闻衍死活睁不开眼睛,穆临之在他耳边吹了声气,“哥,你有电话。”
“嗯?”闻衍含糊不清地混着鼻音,他依旧没睁开眼睛,伸出手随意在床头摸了两下,没摸到手机。
闻衍迷迷糊糊地问:“我手机呢?”
手机在穆临之手里,来电显示徐舟吾,穆临之犹豫片刻后,点开了通话键。他把手机贴在闻衍的耳朵上,另一只手与闻衍不太安分的掌心十指相扣,哄着人似的说:“是徐警官,哥,我给你拿着,你说。”
“……”
徐舟吾在电话那头,没来得及开口打声招呼,立刻被这俩不要脸玩意儿的互动弄出一身鸡皮疙瘩。
“老徐,怎么了?”
徐舟吾抖了抖衣服,强行恢复正儿八经,“有个事跟你汇报一下,刘锦的手术很成功,被拉进icu后醒了一次,不过那会儿麻醉没过,神志不清,问不出什么东西。
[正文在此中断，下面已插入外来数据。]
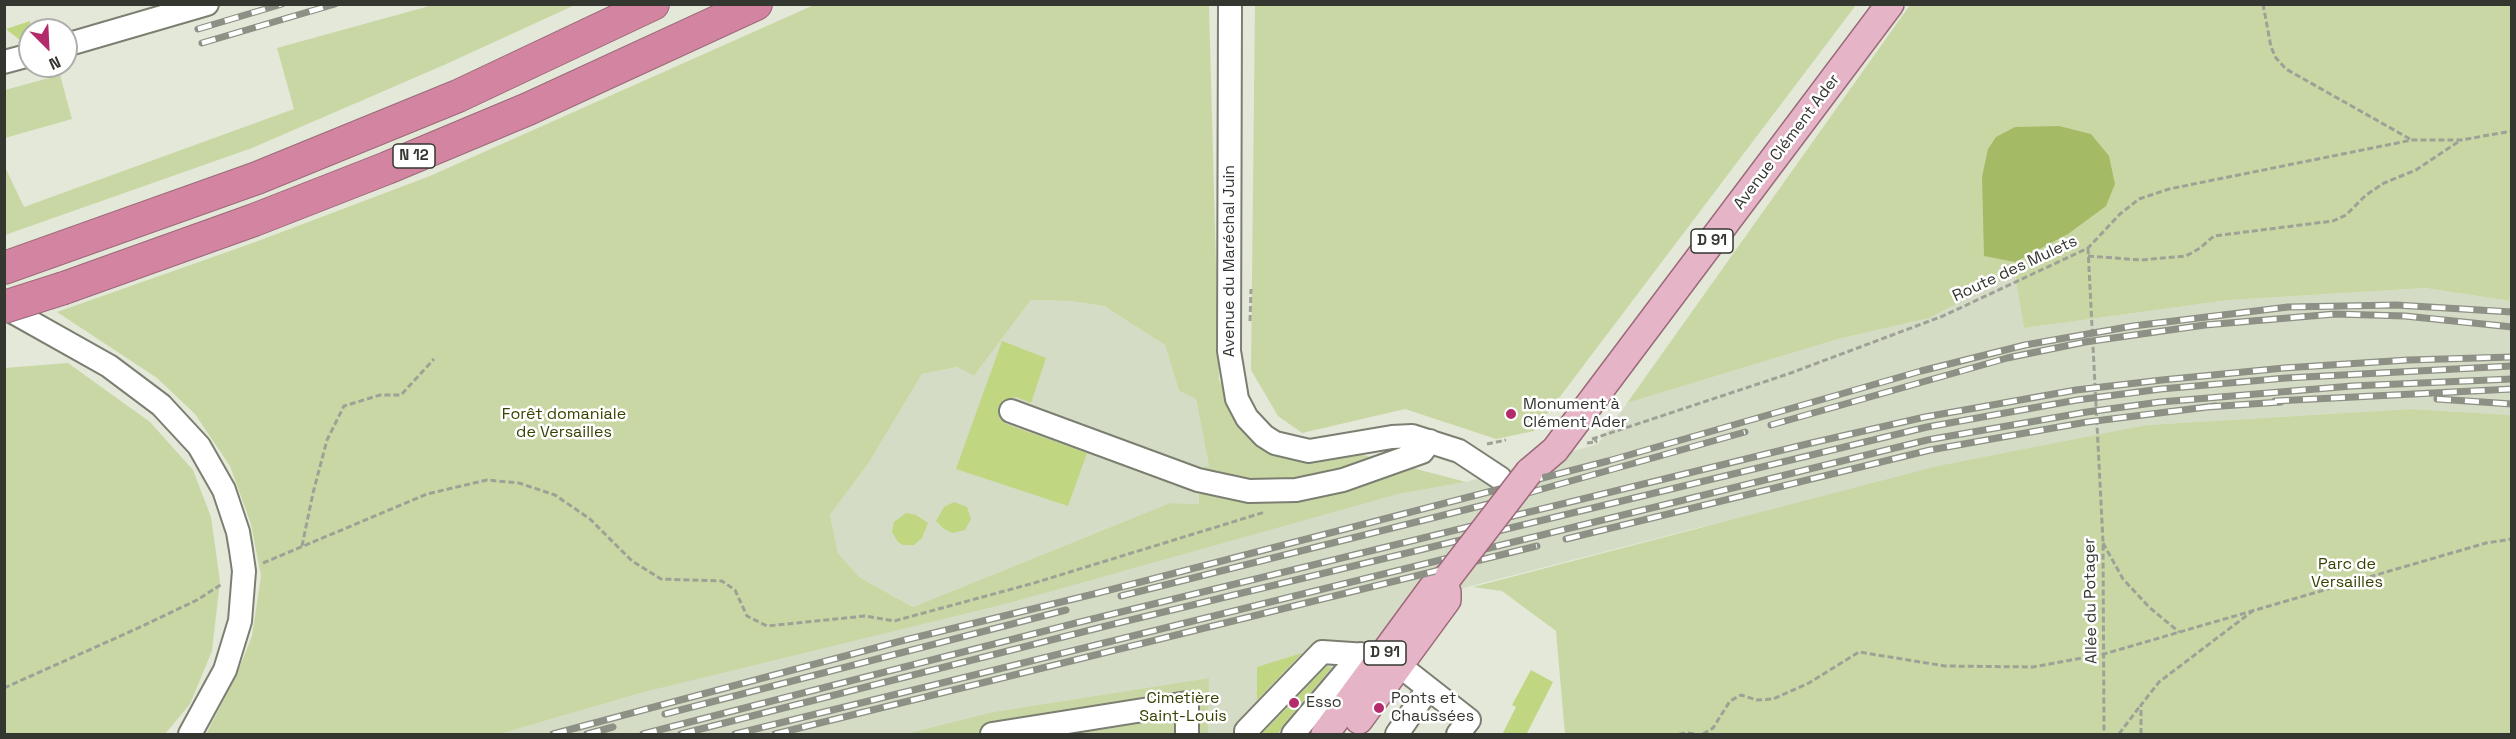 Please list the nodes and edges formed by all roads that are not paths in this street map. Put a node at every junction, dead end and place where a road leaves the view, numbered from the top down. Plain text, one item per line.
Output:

刚刚他的主治医生出来跟我沟通了几句,以刘锦的生命体征和状态,他今天还会清醒一段时间,如果我们需要知道什么东西,就得趁今天这段时间问了,不然过了今天他还需要面临几场大手术,以后什么时候清醒就不好说了。”
闻衍缓缓睁开眼睛,“你现在在哪儿?”
“icu门口守了一夜,”徐舟吾唉声叹气,“我命苦啊,不像你,春闺帐暖,乐不思蜀。”
“……”闻衍:“老徐,咱们都是做正经事的人,别阴阳怪气。”
徐舟吾:“哼。”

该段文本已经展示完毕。